§ **BRIEF**: Search the records for the string "Мацан", and show each line where it appears.

Records excerpted from a collection:
********
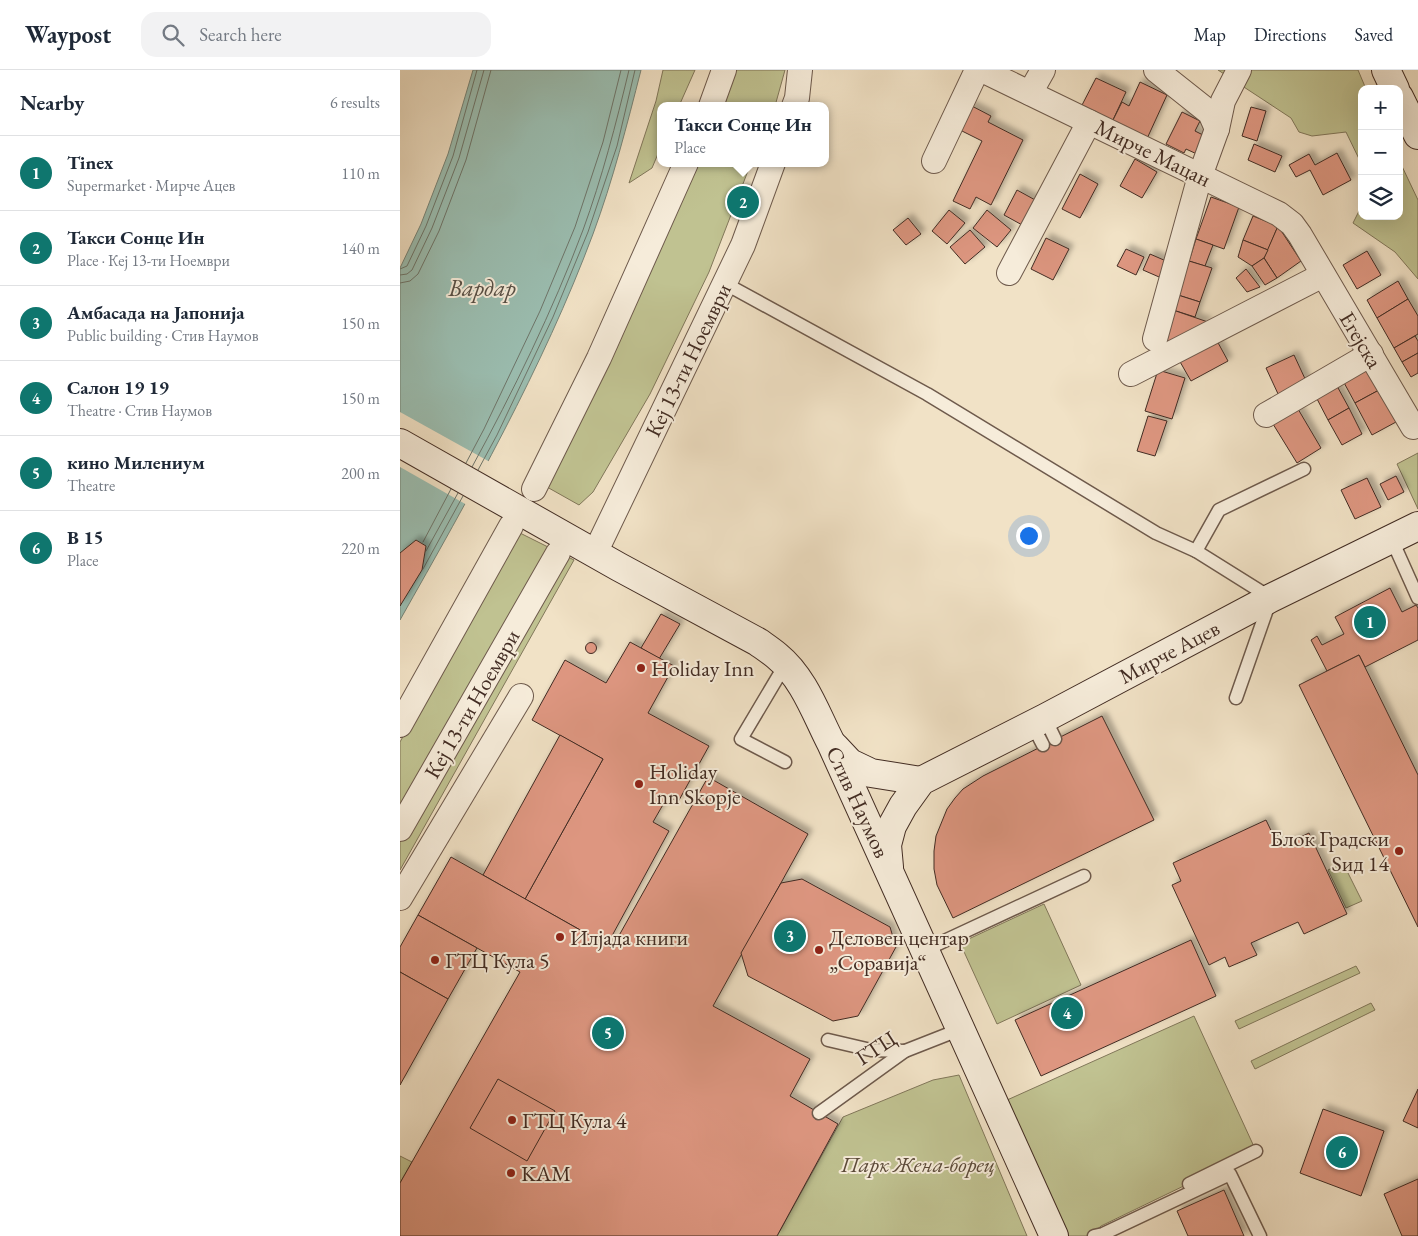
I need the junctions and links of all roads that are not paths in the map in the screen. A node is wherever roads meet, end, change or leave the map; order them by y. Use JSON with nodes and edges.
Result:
{"nodes":[{"id":1,"x":724,"y":70,"type":"edge"},
{"id":2,"x":800,"y":70,"type":"edge"},
{"id":3,"x":977,"y":70,"type":"edge"},
{"id":4,"x":982,"y":70,"type":"edge"},
{"id":5,"x":1042,"y":70,"type":"edge"},
{"id":6,"x":1156,"y":70,"type":"edge"},
{"id":7,"x":1239,"y":70,"type":"edge"},
{"id":8,"x":1386,"y":70,"type":"edge"},
{"id":9,"x":1393,"y":85,"type":"edge"},
{"id":10,"x":1030,"y":93,"type":"junction"},
{"id":11,"x":712,"y":102,"type":"edge"},
{"id":12,"x":796,"y":102,"type":"edge"},
{"id":13,"x":1403,"y":105,"type":"edge"},
{"id":14,"x":1088,"y":122,"type":"junction"},
{"id":15,"x":1218,"y":129,"type":"junction"},
{"id":16,"x":1418,"y":135,"type":"edge"},
{"id":17,"x":934,"y":161,"type":"dead end"},
{"id":18,"x":684,"y":167,"type":"edge"},
{"id":19,"x":772,"y":167,"type":"edge"},
{"id":20,"x":1200,"y":176,"type":"junction"},
{"id":21,"x":1310,"y":252,"type":"joint"},
{"id":22,"x":1009,"y":273,"type":"dead end"},
{"id":23,"x":1323,"y":275,"type":"junction"},
{"id":24,"x":724,"y":283,"type":"junction"},
{"id":25,"x":1155,"y":339,"type":"dead end"},
{"id":26,"x":1371,"y":354,"type":"junction"},
{"id":27,"x":1131,"y":374,"type":"dead end"},
{"id":28,"x":1266,"y":415,"type":"dead end"},
{"id":29,"x":1413,"y":428,"type":"dead end"},
{"id":30,"x":400,"y":442,"type":"edge"},
{"id":31,"x":1304,"y":469,"type":"dead end"},
{"id":32,"x":534,"y":489,"type":"dead end"},
{"id":33,"x":510,"y":515,"type":"junction"},
{"id":34,"x":1418,"y":526,"type":"edge"},
{"id":35,"x":1392,"y":540,"type":"junction"},
{"id":36,"x":1196,"y":551,"type":"junction"},
{"id":37,"x":558,"y":552,"type":"dead end"},
{"id":38,"x":595,"y":553,"type":"junction"},
{"id":39,"x":1271,"y":598,"type":"junction"},
{"id":40,"x":1418,"y":598,"type":"edge"},
{"id":41,"x":786,"y":664,"type":"junction"},
{"id":42,"x":521,"y":696,"type":"dead end"},
{"id":43,"x":1236,"y":698,"type":"dead end"},
{"id":44,"x":400,"y":725,"type":"edge"},
{"id":45,"x":831,"y":744,"type":"junction"},
{"id":46,"x":784,"y":762,"type":"dead end"},
{"id":47,"x":921,"y":781,"type":"junction"},
{"id":48,"x":400,"y":829,"type":"edge"},
{"id":49,"x":889,"y":871,"type":"junction"},
{"id":50,"x":1084,"y":876,"type":"dead end"},
{"id":51,"x":400,"y":898,"type":"edge"},
{"id":52,"x":925,"y":950,"type":"junction"},
{"id":53,"x":961,"y":1029,"type":"junction"},
{"id":54,"x":828,"y":1040,"type":"dead end"},
{"id":55,"x":905,"y":1051,"type":"junction"},
{"id":56,"x":819,"y":1113,"type":"dead end"},
{"id":57,"x":1256,"y":1151,"type":"dead end"},
{"id":58,"x":1054,"y":1236,"type":"edge"},
{"id":59,"x":1090,"y":1236,"type":"edge"},
{"id":60,"x":1094,"y":1236,"type":"edge"},
{"id":61,"x":1260,"y":1236,"type":"edge"}],
"edges":[{"from":1,"to":11,"type":"street"},
{"from":2,"to":12,"type":"street"},
{"from":3,"to":17,"type":"street"},
{"from":4,"to":10,"type":"street","name":"Мирче Мацан"},
{"from":5,"to":10,"type":"street"},
{"from":6,"to":15,"type":"street"},
{"from":7,"to":15,"type":"street"},
{"from":8,"to":9,"type":"street"},
{"from":10,"to":14,"type":"street","name":"Мирче Мацан"},
{"from":13,"to":16,"type":"street"},
{"from":14,"to":20,"type":"street","name":"Мирче Мацан"},
{"from":14,"to":22,"type":"street"},
{"from":15,"to":20,"type":"street"},
{"from":18,"to":32,"type":"street"},
{"from":19,"to":24,"type":"street","name":"Кеј 13-ти Ноември"},
{"from":20,"to":21,"type":"street","name":"Мирче Мацан"},
{"from":20,"to":25,"type":"street"},
{"from":21,"to":23,"type":"street","name":"Егејска"},
{"from":23,"to":26,"type":"street","name":"Егејска"},
{"from":23,"to":27,"type":"street"},
{"from":24,"to":36,"type":"lane"},
{"from":24,"to":38,"type":"street","name":"Кеј 13-ти Ноември"},
{"from":26,"to":28,"type":"street"},
{"from":26,"to":29,"type":"street","name":"Егејска"},
{"from":30,"to":33,"type":"street","name":"Стив Наумов"},
{"from":31,"to":36,"type":"lane"},
{"from":33,"to":38,"type":"street","name":"Стив Наумов"},
{"from":33,"to":44,"type":"street"},
{"from":34,"to":35,"type":"street","name":"Мирче Ацев"},
{"from":35,"to":39,"type":"street","name":"Мирче Ацев"},
{"from":35,"to":40,"type":"lane"},
{"from":36,"to":39,"type":"lane"},
{"from":37,"to":48,"type":"street","name":"Кеј 13-ти Ноември"},
{"from":38,"to":41,"type":"street","name":"Стив Наумов"},
{"from":39,"to":43,"type":"lane"},
{"from":39,"to":47,"type":"street","name":"Мирче Ацев"},
{"from":41,"to":45,"type":"street","name":"Стив Наумов"},
{"from":41,"to":46,"type":"lane"},
{"from":42,"to":51,"type":"street","name":"Кеј 13-ти Ноември"},
{"from":45,"to":47,"type":"street"},
{"from":45,"to":49,"type":"street","name":"Стив Наумов"},
{"from":47,"to":49,"type":"street","name":"Мирче Ацев"},
{"from":49,"to":52,"type":"street","name":"Стив Наумов"},
{"from":50,"to":52,"type":"lane"},
{"from":52,"to":53,"type":"street","name":"Стив Наумов"},
{"from":53,"to":55,"type":"lane","name":"ГТЦ"},
{"from":53,"to":58,"type":"street","name":"Стив Наумов"},
{"from":54,"to":55,"type":"lane"},
{"from":55,"to":56,"type":"lane","name":"ГТЦ"},
{"from":57,"to":59,"type":"lane"},
{"from":60,"to":61,"type":"lane"}]}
********
§ **WRITTEN RESPONSE**:
{"from":4,"to":10,"type":"street","name":"Мирче Мацан"},
{"from":10,"to":14,"type":"street","name":"Мирче Мацан"},
{"from":14,"to":20,"type":"street","name":"Мирче Мацан"},
{"from":20,"to":21,"type":"street","name":"Мирче Мацан"},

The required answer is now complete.